● **Prompt**
Go through the records and show each line where the word "down" occurs.

START Given records

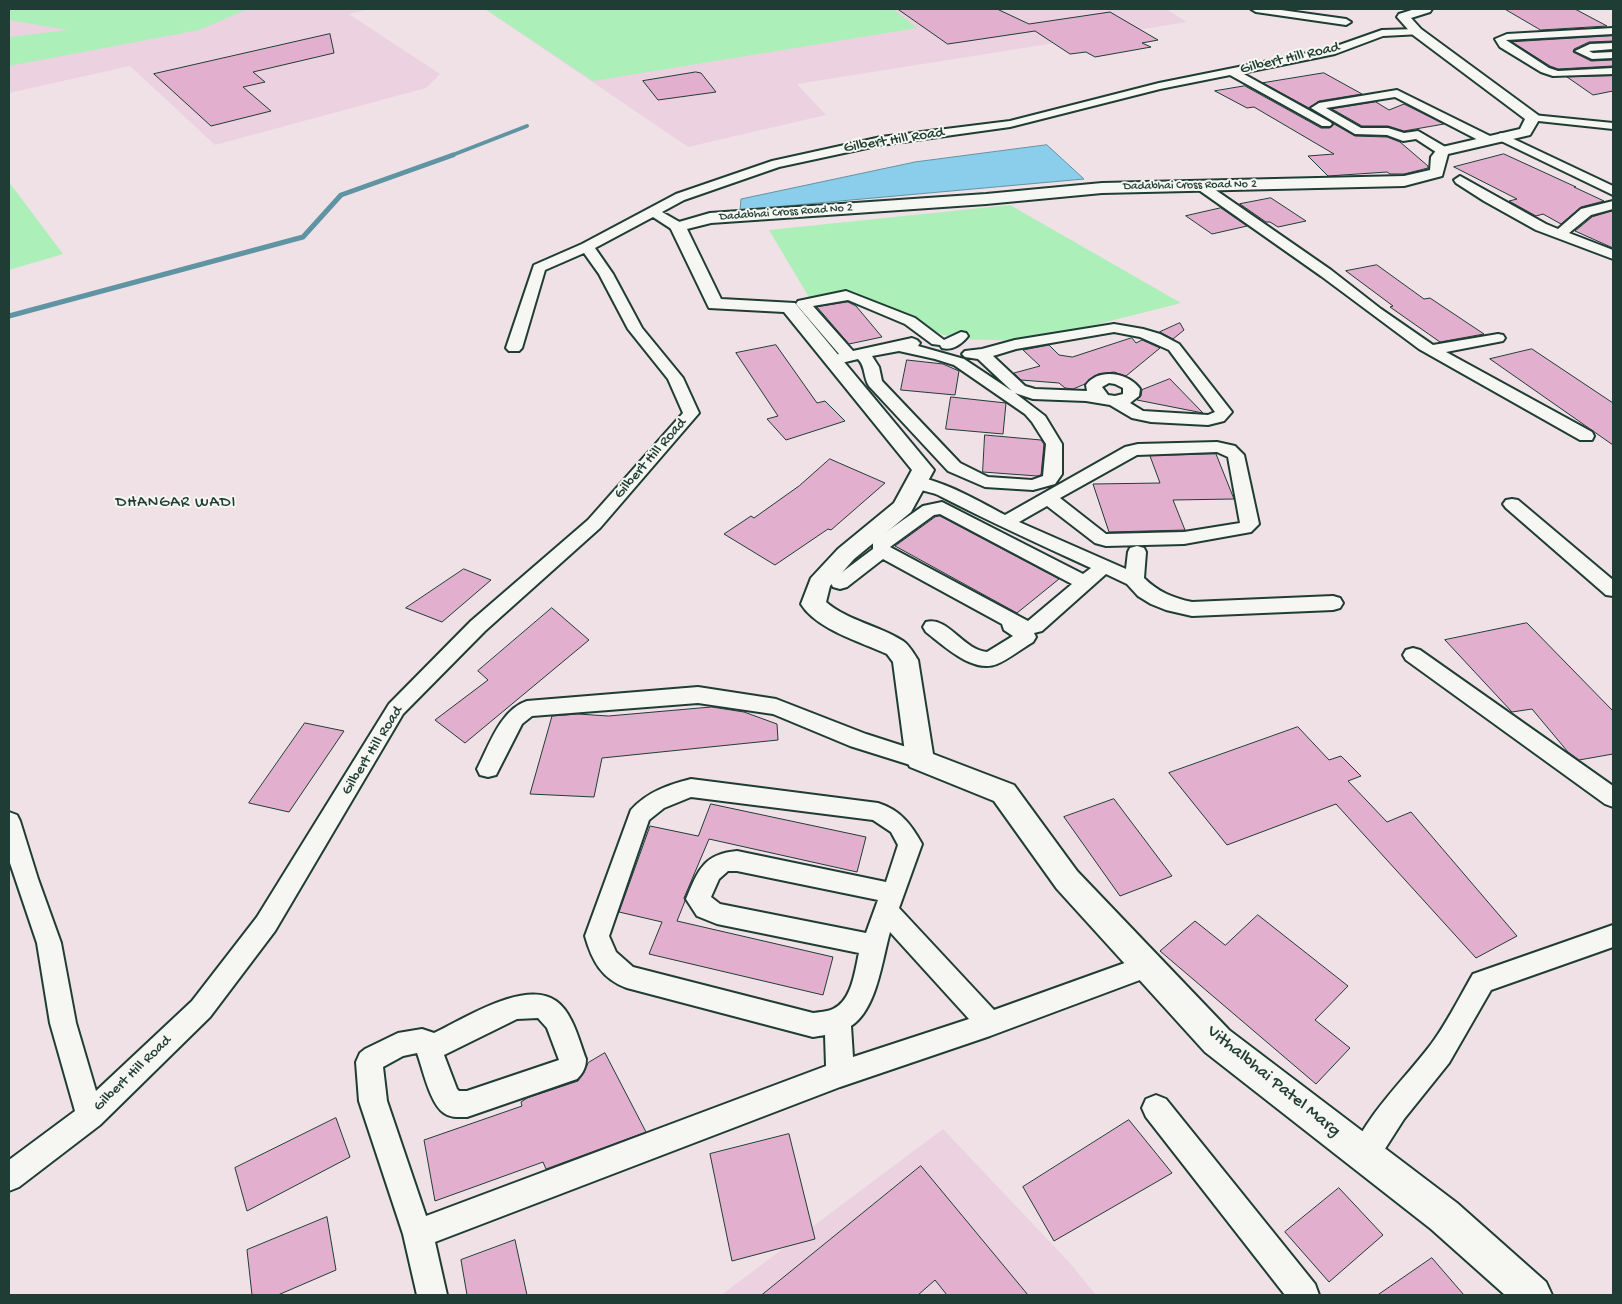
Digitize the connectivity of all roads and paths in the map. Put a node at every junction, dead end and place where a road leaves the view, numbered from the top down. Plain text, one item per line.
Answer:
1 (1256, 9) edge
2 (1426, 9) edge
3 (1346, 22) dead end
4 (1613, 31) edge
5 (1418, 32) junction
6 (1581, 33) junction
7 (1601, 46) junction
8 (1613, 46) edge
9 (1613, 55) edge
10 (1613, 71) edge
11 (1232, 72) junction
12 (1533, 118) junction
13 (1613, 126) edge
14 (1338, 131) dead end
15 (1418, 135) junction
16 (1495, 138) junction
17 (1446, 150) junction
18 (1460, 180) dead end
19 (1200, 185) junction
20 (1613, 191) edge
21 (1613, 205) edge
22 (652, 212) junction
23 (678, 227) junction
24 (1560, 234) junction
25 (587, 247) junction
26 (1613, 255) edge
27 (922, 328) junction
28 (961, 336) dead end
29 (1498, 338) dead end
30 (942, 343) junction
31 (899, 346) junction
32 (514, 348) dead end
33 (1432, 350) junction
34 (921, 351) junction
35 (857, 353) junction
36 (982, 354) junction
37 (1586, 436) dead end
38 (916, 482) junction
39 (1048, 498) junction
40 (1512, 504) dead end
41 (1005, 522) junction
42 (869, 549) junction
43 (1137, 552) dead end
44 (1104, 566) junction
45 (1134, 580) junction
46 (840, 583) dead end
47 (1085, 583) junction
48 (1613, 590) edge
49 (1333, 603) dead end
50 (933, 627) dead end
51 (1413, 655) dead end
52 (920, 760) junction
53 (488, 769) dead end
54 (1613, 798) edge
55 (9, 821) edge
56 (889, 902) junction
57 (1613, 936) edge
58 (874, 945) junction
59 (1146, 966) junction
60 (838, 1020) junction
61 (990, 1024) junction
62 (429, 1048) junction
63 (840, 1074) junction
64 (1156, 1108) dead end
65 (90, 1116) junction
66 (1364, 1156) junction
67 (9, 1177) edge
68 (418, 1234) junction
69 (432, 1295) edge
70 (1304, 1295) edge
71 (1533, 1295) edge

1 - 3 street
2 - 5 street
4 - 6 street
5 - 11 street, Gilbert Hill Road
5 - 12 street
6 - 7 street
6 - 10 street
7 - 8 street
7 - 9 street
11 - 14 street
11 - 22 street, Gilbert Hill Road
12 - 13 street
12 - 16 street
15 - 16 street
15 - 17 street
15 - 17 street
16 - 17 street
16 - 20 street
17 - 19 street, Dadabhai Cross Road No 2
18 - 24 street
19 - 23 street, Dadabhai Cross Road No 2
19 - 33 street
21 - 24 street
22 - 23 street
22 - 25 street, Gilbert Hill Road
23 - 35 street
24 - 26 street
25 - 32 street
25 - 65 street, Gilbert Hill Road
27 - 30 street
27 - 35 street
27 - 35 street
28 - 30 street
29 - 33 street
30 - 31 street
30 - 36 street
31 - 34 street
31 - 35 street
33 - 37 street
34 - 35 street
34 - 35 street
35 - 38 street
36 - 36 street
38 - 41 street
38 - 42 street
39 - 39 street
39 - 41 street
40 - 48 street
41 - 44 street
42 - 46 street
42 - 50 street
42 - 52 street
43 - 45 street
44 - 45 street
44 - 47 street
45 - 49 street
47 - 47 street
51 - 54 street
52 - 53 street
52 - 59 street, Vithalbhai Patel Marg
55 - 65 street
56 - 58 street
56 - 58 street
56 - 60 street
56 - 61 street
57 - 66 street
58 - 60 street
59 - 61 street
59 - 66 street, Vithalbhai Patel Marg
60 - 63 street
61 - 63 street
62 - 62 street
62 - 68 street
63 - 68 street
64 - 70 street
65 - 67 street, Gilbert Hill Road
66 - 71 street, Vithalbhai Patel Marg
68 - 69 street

END Given records
START Given records

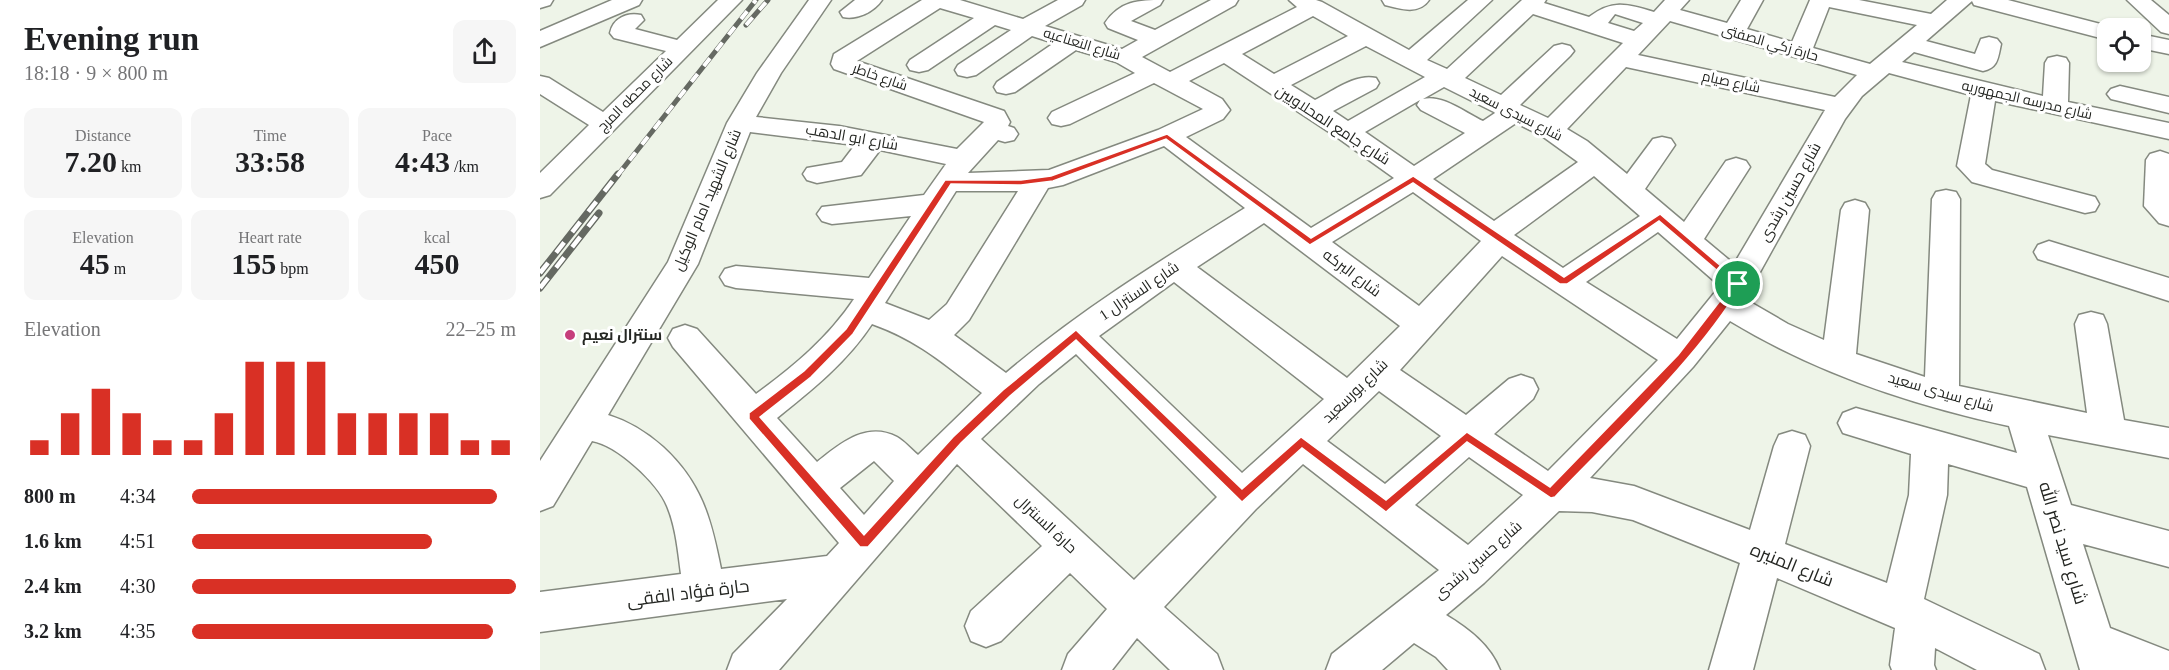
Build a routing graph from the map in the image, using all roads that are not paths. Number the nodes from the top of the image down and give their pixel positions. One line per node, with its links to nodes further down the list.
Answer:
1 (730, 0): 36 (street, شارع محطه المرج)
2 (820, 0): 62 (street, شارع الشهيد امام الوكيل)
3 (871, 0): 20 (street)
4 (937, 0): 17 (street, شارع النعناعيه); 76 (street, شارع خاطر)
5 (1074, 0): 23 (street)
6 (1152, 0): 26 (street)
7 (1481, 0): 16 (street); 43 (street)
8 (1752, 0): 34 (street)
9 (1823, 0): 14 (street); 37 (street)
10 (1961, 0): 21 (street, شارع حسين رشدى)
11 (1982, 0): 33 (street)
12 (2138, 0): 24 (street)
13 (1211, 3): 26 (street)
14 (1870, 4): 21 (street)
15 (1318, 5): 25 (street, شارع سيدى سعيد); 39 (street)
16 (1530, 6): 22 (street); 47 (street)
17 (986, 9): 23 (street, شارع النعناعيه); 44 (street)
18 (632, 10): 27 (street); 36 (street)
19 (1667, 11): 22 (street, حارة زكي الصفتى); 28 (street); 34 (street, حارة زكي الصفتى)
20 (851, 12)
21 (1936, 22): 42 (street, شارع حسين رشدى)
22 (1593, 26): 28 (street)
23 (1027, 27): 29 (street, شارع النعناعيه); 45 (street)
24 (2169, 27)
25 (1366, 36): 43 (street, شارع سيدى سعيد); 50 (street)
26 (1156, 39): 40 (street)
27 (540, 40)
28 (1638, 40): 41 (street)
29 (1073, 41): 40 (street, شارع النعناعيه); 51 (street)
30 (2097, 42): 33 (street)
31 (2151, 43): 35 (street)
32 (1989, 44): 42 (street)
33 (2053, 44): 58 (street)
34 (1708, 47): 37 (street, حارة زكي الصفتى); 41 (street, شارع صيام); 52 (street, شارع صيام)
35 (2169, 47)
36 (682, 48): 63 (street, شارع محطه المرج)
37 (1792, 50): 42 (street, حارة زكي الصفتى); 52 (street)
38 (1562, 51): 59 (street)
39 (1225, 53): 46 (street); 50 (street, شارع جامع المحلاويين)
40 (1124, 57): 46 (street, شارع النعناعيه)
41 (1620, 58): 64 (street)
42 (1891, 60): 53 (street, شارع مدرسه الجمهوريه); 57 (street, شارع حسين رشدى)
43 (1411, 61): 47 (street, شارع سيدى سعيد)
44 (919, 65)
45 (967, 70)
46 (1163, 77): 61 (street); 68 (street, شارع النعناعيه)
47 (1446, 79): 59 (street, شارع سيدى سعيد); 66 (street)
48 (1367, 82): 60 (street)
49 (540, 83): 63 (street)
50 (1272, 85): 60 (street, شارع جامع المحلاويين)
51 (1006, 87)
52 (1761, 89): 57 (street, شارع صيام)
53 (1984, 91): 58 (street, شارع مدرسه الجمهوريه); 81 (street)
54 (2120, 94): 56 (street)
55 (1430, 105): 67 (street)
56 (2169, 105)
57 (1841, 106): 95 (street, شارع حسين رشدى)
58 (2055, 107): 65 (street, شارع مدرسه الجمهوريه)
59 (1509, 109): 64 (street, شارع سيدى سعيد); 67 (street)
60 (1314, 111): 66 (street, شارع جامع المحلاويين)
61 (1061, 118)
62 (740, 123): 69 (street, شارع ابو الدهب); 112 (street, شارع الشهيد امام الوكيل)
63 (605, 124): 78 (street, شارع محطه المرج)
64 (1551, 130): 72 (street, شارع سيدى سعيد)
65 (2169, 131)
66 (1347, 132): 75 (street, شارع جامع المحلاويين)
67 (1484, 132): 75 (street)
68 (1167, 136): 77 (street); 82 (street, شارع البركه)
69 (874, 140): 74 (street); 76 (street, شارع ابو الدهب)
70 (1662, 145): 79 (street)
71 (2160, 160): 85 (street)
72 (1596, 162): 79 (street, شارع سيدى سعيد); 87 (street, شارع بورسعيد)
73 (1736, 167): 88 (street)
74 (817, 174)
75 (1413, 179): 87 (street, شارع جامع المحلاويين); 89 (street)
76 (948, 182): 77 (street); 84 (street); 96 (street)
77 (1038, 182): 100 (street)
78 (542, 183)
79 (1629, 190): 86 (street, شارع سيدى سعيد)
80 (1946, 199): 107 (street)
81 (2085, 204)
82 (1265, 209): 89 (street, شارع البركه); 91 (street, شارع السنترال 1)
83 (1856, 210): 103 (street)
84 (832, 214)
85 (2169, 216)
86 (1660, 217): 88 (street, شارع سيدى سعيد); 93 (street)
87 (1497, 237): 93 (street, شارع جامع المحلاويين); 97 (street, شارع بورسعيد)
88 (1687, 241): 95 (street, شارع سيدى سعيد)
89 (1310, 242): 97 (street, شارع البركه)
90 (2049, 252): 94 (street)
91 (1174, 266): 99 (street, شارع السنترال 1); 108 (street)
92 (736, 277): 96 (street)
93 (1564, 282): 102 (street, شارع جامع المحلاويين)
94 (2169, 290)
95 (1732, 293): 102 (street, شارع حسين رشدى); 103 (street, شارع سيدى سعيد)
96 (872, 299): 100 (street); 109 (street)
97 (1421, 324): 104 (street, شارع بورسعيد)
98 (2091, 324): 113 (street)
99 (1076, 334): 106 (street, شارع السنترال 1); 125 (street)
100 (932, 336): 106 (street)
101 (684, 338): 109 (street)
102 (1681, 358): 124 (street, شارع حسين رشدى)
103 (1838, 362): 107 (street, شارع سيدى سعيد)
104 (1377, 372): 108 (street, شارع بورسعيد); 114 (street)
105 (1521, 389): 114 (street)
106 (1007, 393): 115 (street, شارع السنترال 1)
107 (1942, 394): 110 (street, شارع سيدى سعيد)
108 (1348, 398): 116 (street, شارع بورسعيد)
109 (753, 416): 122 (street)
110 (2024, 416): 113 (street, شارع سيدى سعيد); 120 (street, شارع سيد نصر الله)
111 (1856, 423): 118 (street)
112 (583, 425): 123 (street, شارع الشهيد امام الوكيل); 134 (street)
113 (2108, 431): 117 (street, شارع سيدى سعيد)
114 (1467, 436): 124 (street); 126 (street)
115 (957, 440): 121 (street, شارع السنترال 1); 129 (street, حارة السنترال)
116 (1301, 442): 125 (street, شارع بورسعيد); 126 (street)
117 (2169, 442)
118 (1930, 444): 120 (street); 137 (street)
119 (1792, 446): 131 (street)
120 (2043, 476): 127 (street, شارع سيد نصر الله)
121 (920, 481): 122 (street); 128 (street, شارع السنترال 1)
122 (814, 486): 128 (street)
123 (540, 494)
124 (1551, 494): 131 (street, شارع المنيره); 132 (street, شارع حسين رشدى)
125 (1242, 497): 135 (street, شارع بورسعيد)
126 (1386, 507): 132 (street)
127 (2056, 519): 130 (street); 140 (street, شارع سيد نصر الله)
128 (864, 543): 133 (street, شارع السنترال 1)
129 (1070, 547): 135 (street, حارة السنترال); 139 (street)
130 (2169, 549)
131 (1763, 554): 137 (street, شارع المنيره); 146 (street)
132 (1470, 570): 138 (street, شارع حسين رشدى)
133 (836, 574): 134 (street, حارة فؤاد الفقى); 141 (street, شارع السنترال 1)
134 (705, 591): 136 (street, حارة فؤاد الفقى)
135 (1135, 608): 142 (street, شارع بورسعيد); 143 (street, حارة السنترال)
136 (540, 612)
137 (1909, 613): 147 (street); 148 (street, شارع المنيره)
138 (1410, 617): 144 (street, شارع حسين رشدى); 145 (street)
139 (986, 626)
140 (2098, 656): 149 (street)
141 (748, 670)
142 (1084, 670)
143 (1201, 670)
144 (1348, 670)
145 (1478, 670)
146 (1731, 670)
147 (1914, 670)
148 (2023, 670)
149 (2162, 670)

END Given records

● **Exercise output**
Digitize the connectivity of all roads and paths in the map. Put a node at every junction, dead end and place where a road leaves the view, numbered from the top down. Plain text, one item per line.
Build a routing graph from the map in the image, using all roads that are not paths. Number the nodes from the top of the image down and give their pixel positions. One line per node, with its links to nodes further down the list.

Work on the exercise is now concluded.